The main aim of this research was to analyse the possibility of creating a method to help engineers design systems for energy harvesting based on the application of MFC piezoelectric transducers. A mathematical model and computer-aided tool were experimentally analyzed to prove their accuracy and to demonstrate that they can be successfully used for designing such systems with a high efficiency of energy generation, taking into account the conditions of their excitation. MFCs were introduced in 1999 and have been studied in numerous scientific papers. However, it is still worthwhile to conduct research that can develop systems based on their applications and increase their popularity. In this case, it is valuable to provide knowledge and tools that can help design practical applications of MFC-based energy harvesting systems.

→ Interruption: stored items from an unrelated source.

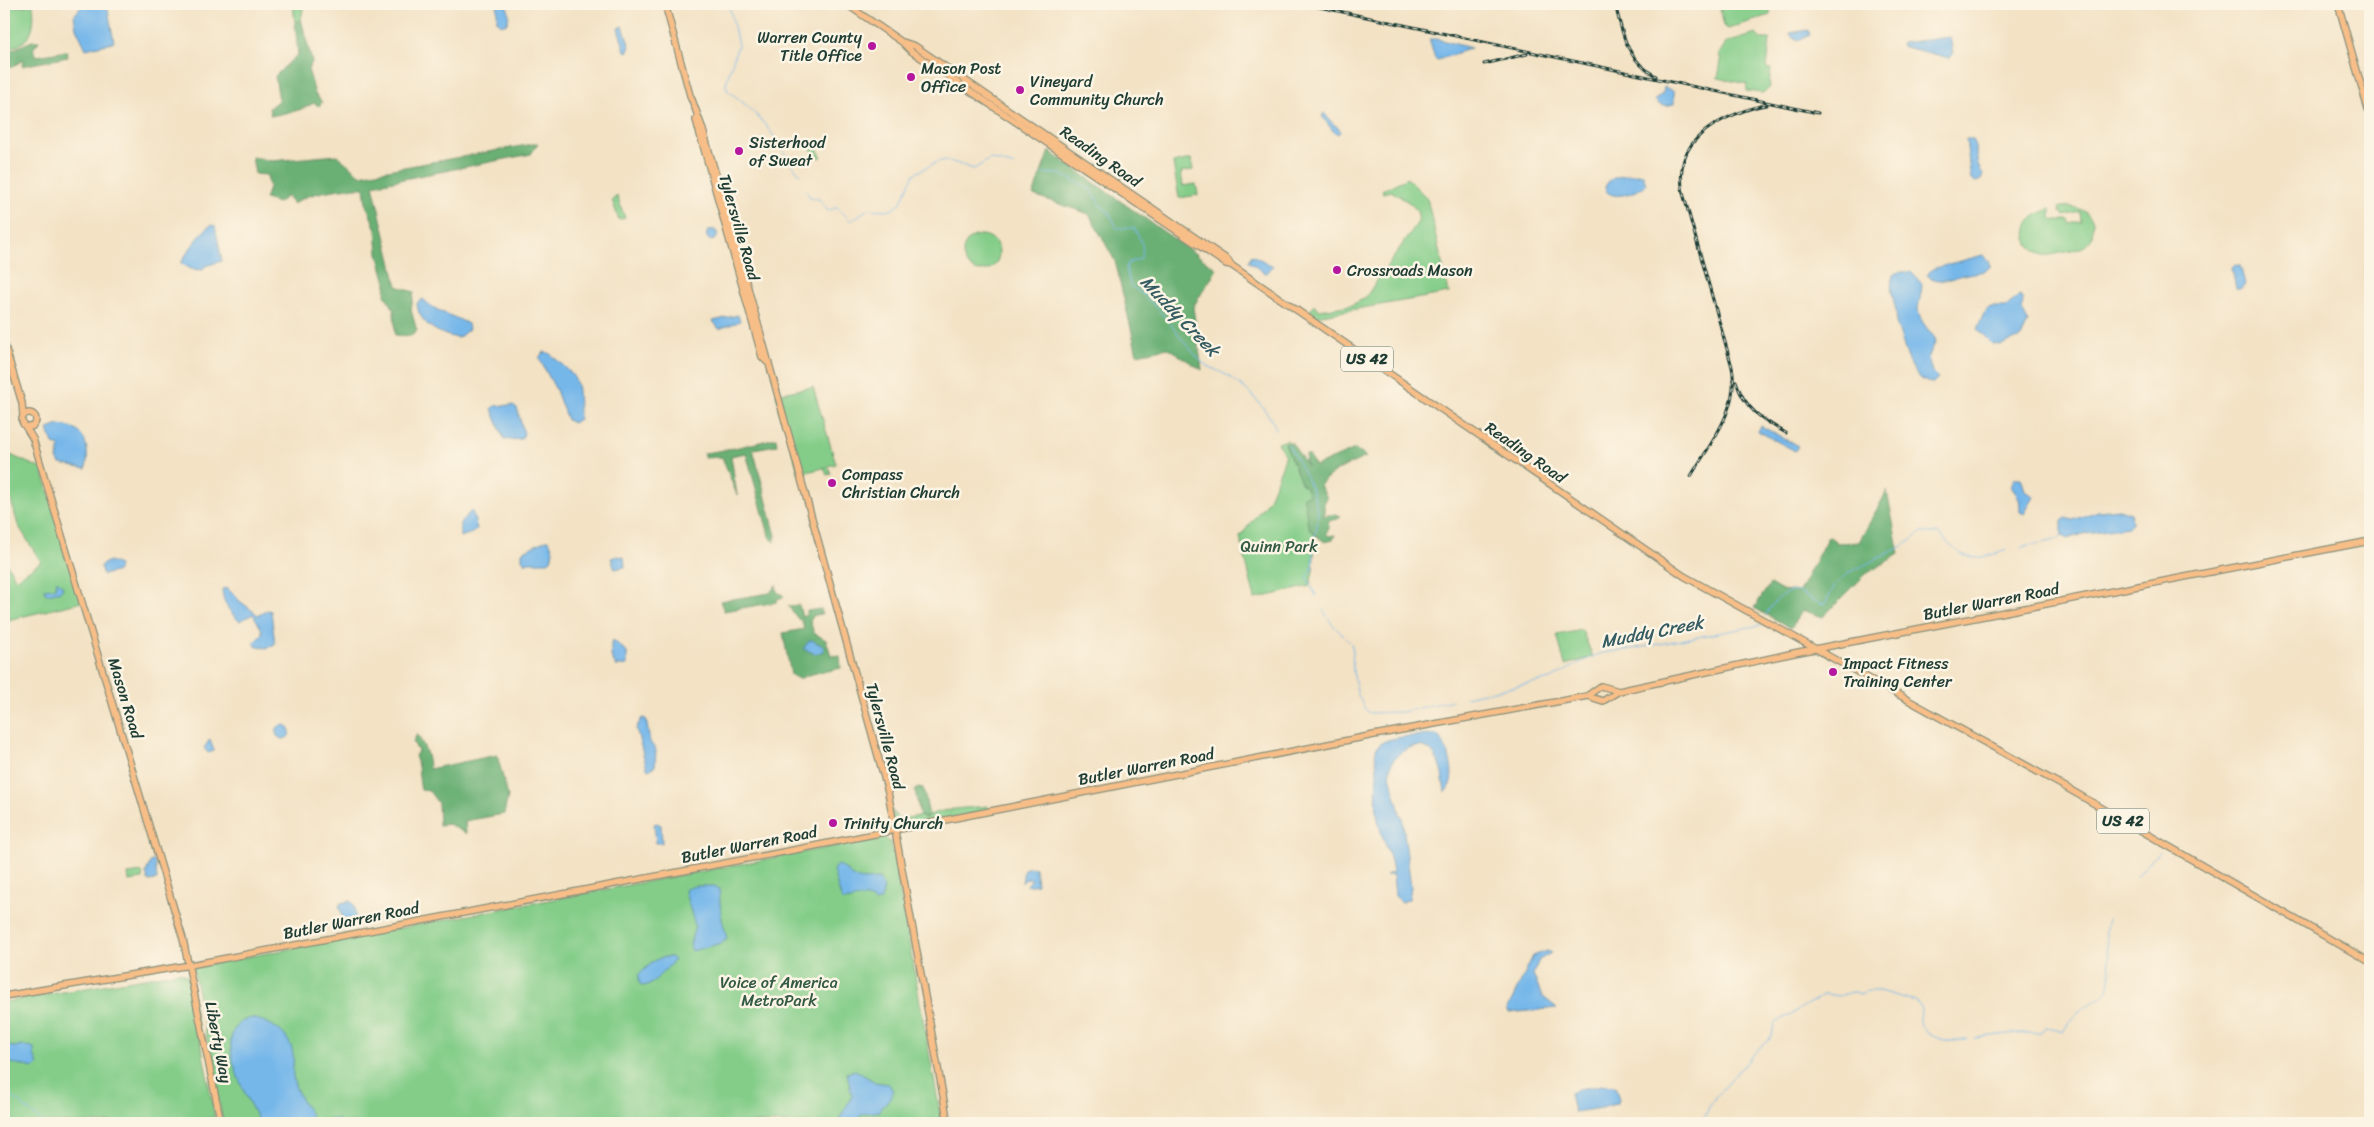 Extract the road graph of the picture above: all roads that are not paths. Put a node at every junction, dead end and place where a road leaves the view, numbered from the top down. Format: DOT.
graph roads {
  1 [pos="665,4"];
  2 [pos="846,4"];
  3 [pos="2338,4"];
  4 [pos="2370,116"];
  5 [pos="4,343"];
  6 [pos="22,402"];
  7 [pos="31,413"];
  8 [pos="23,416"];
  9 [pos="35,425"];
  10 [pos="25,426"];
  11 [pos="33,439"];
  12 [pos="2370,541"];
  13 [pos="1800,641"];
  14 [pos="1834,645"];
  15 [pos="1814,649"];
  16 [pos="1799,652"];
  17 [pos="1830,657"];
  18 [pos="1595,690"];
  19 [pos="1609,690"];
  20 [pos="1619,691"];
  21 [pos="1586,696"];
  22 [pos="1610,697"];
  23 [pos="1596,698"];
  24 [pos="895,829"];
  25 [pos="2370,962"];
  26 [pos="190,965"];
  27 [pos="4,996"];
  28 [pos="221,1123"];
  29 [pos="948,1123"];
  1 -- 24 [label="main road, Tylersville Road"];
  2 -- 13 [label="main road, Reading Road / US 42"];
  3 -- 4 [label="main road"];
  5 -- 6 [label="main road"];
  6 -- 7 [label="main road"];
  6 -- 8 [label="main road"];
  7 -- 8 [label="main road"];
  7 -- 9 [label="main road"];
  8 -- 10 [label="main road"];
  9 -- 10 [label="main road"];
  9 -- 11 [label="main road, Mason Road"];
  10 -- 11 [label="main road, Mason Road"];
  11 -- 26 [label="main road, Mason Road"];
  12 -- 14 [label="main road, Butler Warren Road"];
  13 -- 15 [label="main road, Reading Road / US 42"];
  13 -- 16 [label="main road"];
  14 -- 15 [label="main road, Butler Warren Road"];
  14 -- 17 [label="main road"];
  15 -- 16 [label="main road, Butler Warren Road"];
  15 -- 17 [label="main road, US 42"];
  16 -- 20 [label="main road, Butler Warren Road"];
  17 -- 25 [label="main road, US 42"];
  18 -- 19 [label="main road, Butler Warren Road"];
  18 -- 21 [label="main road, Butler Warren Road"];
  18 -- 23 [label="main road"];
  19 -- 20 [label="main road, Butler Warren Road"];
  19 -- 22 [label="main road"];
  20 -- 22 [label="main road, Butler Warren Road"];
  21 -- 23 [label="main road, Butler Warren Road"];
  21 -- 24 [label="main road, Butler Warren Road"];
  22 -- 23 [label="main road, Butler Warren Road"];
  24 -- 26 [label="main road, Butler Warren Road"];
  24 -- 29 [label="main road, Tylersville Road"];
  26 -- 27 [label="main road, Butler Warren Road"];
  26 -- 28 [label="main road, Liberty Way"];
}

The main goal of this paper is to demonstrate the applicability of a relatively simple mathematical framework for modeling and analyzing the efficiency of an energy harvesting system from mechanical vibrations using MFC piezoelectric transducers. The primary aim of combining CAE, FEM, and laboratory tests with mathematical modeling using the proposed approach was to verify the accuracy of the model and prove that it can be successfully applied to engineering tasks related to the design of energy harvesters based on MFC piezoelectric transducers. The results presented show that the model is a useful tool that can assist engineers in designing energy harvesters with optimal efficiency, taking into account the conditions of their operation. These topics, as well as the details of the proposed mathematical approach, have also been partially presented in [5].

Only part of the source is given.